Parliament adopts new plan to help Member States deal with terror threat

The European Parliament’s has today adopted a final report from the Special Committee on Terrorism that includes a series of recommendations aimed at better supporting Member States in the fight against terrorism. ECR Flemish MEP Helga Stevens co-authored the Parliament’s report that was drafted following extensive research and contacts with police and intelligence services across Europe.

Speaking after the vote, Stevens said: “The terrorist attacks in the centre of Strasbourg, yesterday evening, highlight the imminent threat and absolute urgency of dealing better with this sad new reality. Today our report has been put to the vote in the same city, the seat of the European Parliament.

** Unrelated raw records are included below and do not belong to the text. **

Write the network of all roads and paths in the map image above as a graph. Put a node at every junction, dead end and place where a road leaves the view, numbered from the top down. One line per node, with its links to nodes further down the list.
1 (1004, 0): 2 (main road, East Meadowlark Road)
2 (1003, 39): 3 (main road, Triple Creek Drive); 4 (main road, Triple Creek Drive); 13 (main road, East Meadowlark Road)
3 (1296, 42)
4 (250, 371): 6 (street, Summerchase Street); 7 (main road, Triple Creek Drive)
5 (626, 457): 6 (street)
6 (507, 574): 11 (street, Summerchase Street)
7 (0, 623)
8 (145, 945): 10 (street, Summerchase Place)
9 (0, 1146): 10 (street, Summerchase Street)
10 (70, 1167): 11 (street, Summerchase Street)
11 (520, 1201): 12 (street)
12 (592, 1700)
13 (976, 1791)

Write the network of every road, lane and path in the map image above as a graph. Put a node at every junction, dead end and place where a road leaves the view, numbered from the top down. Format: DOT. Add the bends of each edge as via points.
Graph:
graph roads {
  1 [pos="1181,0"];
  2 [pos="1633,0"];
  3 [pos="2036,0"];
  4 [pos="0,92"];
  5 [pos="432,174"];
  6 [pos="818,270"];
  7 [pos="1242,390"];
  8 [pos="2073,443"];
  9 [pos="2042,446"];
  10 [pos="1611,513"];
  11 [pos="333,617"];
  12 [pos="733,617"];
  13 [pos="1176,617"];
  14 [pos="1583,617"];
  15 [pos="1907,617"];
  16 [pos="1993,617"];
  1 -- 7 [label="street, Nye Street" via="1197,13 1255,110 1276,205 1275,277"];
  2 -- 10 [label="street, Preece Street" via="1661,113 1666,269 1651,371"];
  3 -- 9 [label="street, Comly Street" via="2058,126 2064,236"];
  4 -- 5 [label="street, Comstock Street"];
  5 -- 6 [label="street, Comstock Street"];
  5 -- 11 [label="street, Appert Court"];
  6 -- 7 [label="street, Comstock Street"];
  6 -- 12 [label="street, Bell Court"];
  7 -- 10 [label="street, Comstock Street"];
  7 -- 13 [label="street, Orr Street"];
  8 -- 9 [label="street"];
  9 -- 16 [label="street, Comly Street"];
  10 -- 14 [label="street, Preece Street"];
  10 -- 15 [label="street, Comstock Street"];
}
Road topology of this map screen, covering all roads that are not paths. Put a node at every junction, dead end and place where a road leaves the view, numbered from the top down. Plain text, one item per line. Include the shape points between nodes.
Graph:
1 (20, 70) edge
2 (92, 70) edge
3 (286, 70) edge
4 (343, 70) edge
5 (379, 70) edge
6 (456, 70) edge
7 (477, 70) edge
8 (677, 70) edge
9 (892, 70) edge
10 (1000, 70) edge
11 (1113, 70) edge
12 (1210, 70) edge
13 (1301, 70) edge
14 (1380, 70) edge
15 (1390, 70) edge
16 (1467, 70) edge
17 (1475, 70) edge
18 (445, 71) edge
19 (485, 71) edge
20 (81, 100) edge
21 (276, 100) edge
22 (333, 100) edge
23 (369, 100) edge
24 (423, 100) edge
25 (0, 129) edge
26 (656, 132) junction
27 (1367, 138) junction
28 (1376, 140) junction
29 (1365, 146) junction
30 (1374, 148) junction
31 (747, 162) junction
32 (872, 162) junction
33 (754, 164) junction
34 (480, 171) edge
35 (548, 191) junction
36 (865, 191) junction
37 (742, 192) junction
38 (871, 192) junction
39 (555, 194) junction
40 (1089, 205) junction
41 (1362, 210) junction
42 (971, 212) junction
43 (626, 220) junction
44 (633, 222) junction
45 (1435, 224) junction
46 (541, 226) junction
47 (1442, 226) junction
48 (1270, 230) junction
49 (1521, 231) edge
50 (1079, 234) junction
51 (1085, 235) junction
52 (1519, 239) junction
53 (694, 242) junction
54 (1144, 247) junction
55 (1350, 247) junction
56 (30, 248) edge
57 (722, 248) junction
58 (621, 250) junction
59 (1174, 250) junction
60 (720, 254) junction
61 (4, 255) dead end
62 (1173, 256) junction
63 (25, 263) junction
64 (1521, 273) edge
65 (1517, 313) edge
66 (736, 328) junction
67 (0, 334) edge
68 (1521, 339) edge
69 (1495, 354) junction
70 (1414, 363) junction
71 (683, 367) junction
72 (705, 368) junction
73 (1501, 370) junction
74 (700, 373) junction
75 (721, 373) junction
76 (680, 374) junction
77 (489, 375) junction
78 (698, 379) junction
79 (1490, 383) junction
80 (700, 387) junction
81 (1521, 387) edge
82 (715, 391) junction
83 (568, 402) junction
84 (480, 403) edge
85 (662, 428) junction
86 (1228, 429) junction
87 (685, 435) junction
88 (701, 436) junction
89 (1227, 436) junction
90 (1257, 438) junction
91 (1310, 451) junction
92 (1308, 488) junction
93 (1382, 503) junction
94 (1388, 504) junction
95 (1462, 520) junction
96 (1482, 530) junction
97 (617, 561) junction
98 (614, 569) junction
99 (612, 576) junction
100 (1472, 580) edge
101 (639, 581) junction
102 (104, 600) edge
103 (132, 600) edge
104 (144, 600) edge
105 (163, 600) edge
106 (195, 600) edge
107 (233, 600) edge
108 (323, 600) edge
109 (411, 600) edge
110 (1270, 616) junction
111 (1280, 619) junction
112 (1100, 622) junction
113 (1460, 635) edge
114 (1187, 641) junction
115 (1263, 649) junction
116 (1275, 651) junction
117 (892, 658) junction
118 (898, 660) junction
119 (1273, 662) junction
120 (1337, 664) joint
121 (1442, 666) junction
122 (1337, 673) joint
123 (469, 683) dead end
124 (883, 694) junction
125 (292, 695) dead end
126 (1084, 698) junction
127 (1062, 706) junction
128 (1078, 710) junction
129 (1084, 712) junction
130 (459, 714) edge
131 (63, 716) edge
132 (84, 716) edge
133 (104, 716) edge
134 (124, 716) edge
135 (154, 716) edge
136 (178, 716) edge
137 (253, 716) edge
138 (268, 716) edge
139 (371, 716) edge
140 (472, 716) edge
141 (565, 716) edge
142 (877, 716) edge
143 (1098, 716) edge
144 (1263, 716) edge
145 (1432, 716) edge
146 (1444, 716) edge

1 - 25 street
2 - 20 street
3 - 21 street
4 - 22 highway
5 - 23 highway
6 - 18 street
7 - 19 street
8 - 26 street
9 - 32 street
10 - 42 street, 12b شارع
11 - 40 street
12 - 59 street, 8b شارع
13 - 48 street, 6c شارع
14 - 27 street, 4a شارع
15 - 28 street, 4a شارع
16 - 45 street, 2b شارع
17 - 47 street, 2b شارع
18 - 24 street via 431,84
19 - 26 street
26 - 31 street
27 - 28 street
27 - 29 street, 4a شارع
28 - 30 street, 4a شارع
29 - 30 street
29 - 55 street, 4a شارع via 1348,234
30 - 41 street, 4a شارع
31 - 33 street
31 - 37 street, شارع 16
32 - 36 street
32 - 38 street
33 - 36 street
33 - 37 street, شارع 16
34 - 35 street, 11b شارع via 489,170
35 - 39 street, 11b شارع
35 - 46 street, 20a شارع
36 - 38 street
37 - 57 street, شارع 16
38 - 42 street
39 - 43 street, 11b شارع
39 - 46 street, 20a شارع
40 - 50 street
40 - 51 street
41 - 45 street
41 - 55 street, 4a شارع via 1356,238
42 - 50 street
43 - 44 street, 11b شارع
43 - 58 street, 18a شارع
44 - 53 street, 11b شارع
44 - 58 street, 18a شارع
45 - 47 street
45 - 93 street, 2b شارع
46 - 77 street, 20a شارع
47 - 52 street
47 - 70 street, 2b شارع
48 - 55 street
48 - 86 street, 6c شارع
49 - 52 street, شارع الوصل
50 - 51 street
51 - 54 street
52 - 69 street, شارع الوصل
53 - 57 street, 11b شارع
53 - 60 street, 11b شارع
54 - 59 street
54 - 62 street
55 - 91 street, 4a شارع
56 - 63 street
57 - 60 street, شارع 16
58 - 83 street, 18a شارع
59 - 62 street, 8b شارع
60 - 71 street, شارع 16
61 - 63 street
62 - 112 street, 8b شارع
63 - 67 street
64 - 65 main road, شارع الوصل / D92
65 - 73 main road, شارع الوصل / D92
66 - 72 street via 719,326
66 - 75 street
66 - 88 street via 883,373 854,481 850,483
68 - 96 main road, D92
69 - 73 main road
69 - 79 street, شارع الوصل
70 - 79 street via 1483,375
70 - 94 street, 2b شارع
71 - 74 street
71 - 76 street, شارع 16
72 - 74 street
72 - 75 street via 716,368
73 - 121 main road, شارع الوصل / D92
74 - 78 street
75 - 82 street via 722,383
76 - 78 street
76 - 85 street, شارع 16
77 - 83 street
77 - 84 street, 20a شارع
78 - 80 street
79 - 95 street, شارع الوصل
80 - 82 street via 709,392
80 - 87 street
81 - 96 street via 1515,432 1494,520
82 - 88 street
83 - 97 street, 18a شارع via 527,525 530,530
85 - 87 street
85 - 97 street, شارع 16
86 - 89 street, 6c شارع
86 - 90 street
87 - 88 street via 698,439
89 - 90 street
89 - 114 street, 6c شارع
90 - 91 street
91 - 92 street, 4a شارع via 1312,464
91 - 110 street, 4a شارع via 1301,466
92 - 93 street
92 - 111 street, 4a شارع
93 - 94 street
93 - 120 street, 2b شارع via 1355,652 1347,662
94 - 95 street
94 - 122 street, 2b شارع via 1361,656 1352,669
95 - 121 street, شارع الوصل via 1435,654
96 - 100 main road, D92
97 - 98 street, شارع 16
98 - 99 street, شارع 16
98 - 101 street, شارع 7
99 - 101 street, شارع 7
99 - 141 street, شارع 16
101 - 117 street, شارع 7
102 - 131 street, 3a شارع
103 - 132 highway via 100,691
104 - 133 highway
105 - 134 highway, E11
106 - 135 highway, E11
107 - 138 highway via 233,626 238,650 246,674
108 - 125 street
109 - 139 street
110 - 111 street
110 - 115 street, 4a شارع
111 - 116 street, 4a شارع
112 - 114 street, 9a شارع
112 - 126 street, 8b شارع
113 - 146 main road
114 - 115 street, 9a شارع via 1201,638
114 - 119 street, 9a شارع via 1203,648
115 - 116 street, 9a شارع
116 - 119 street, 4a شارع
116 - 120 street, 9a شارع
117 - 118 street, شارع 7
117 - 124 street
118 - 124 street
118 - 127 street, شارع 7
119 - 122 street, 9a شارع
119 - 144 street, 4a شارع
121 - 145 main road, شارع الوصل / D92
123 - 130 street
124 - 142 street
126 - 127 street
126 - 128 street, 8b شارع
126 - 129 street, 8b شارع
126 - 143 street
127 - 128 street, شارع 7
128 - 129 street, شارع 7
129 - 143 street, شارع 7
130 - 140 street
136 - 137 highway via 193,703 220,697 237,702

“Many innovative ideas have been proposed, such as the EU black list for hate preachers, allowing people renting cars to be cross-checked against police databases, and including private planes under the PNR Directive.

Within the adopted text, the committee presented its vision of a more coordinated security policy that covers a range of policy areas as well as looking at what could be done at EU level to help tackle the terror threat. Among their proposals, they recommended:

  • Creating an EU watch list of radical preachers;
  • Stronger monitoring to ensure harmonised security and judicial prosecution of identified ‘returning fighters’ to Europe;
  • precluding convicted terrorist offenders from being granted asylum;
  • Anti-radicalisation measures, such as programmes for prisons, education and campaigns;
  • Strengthening EU’s external borders and proper checks at all border crossings using all relevant databases;
  • call for continuity of EU-UK cooperation and information exchange;
  • Restricting knife-carrying and banning particularly harmful knives;
  • Inclusion of private planes under the PNR Directive;
  • European system of licences for specialised buyers of explosive precursors;
  • Urgent need for a common definition of ‘victim of terrorism’ at EU level;
  • Commission asked to create an EU Coordination Centre of victims of terrorism (CCVT) to provide crisis support and assistance in cases of attacks;
  • use the European Solidarity Fund to compensate victims of large-scale terror attacks;

Stevens continued:

“We are recommending also best practices, such as the local anti-radicalisation cells introduced in Belgium. And we put the victims at the forefront, by asking for medical costs to be automatically pre-paid after an attack and smoother insurance procedures. These are just a few examples from the comprehensive and poignant report.”